Although quickly expanding, our understanding of transient stress granule structures and their role in disease progression is at a primitive stage. Currently, stress granules are known to contribute to the pathogenesis of several disorders, including fragile-X syndrome, spinal muscular atrophy, and ischemia-reperfusion injury (
5,
25,
28); like TDP-43 and FUS/TLS (fused in sarcoma/translated in liposarcoma) proteinopathies, these disorders are caused by altered RNA-binding proteins (
4,
5,
24,
25,
28,
54,
75).
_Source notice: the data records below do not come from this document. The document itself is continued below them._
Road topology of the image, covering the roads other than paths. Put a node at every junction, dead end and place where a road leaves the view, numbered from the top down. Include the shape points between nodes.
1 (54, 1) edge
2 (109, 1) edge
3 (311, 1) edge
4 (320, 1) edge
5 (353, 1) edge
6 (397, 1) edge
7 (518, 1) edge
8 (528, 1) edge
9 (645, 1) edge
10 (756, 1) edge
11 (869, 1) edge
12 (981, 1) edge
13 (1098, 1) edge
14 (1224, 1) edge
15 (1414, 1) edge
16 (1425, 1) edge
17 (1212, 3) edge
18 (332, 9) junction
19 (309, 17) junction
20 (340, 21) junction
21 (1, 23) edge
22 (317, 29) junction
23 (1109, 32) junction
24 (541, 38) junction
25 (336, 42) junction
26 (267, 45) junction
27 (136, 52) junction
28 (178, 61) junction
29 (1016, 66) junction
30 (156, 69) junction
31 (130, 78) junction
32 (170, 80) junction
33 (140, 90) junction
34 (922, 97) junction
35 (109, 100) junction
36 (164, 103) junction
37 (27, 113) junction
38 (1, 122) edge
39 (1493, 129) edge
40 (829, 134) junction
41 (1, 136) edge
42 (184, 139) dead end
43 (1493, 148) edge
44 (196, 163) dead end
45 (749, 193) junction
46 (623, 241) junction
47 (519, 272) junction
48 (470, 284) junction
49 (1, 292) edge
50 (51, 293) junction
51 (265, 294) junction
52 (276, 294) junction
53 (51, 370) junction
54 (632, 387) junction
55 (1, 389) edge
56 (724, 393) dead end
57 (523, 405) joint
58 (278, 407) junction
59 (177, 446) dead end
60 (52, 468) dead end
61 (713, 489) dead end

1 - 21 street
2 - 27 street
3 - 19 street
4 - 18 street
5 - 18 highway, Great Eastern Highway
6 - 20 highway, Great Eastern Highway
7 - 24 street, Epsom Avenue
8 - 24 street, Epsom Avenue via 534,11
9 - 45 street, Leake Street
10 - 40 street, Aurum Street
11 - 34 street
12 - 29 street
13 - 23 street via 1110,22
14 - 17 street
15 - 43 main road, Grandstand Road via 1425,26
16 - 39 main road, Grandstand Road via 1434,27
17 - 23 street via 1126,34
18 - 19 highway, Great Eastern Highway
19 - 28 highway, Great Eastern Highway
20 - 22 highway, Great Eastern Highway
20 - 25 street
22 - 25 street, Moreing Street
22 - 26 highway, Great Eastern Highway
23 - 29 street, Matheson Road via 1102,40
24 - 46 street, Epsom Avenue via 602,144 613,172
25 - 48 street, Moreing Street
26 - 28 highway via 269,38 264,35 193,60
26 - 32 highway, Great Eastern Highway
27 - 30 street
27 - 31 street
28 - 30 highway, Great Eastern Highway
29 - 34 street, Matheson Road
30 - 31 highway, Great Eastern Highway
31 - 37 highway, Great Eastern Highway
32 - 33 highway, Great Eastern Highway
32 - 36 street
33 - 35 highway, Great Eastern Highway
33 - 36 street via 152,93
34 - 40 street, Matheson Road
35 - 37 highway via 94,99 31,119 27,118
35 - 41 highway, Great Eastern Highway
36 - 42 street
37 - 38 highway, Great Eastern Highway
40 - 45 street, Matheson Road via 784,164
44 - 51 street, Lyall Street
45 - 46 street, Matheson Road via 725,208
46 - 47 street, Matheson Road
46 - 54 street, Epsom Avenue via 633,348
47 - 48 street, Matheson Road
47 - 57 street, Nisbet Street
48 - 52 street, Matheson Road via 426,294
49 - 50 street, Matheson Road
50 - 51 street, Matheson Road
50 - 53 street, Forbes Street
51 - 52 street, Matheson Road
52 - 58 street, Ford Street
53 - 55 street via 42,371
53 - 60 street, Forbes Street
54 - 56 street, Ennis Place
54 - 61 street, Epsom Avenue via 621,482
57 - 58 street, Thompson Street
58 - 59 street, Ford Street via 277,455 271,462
In this study, we show that sorbitol is a novel stressor mediating TDP-43 and hnRNP A1 localization to TIAR
+ and HuR
+ stress granules; this was observed in both somatic (Hek293T cells) and nervous system (primary cultured glia) cell types. The finding that colocalization of hnRNP A1 with TDP-43
+ granules was conserved between somatic cell lines and primary cultured glia (Fig. and ) indicates that the readily accessible and common Hek293T cell line can be used to model the stress response initiated in cortex-derived glia. We used this information to develop a cell culture model to quantitatively test the stress response mounted by wild-type TDP-43 and the pathological TDP-43 G294A, A315T, G348C, and N390S mutants, in conjunction with several truncated TDP-43 mutants.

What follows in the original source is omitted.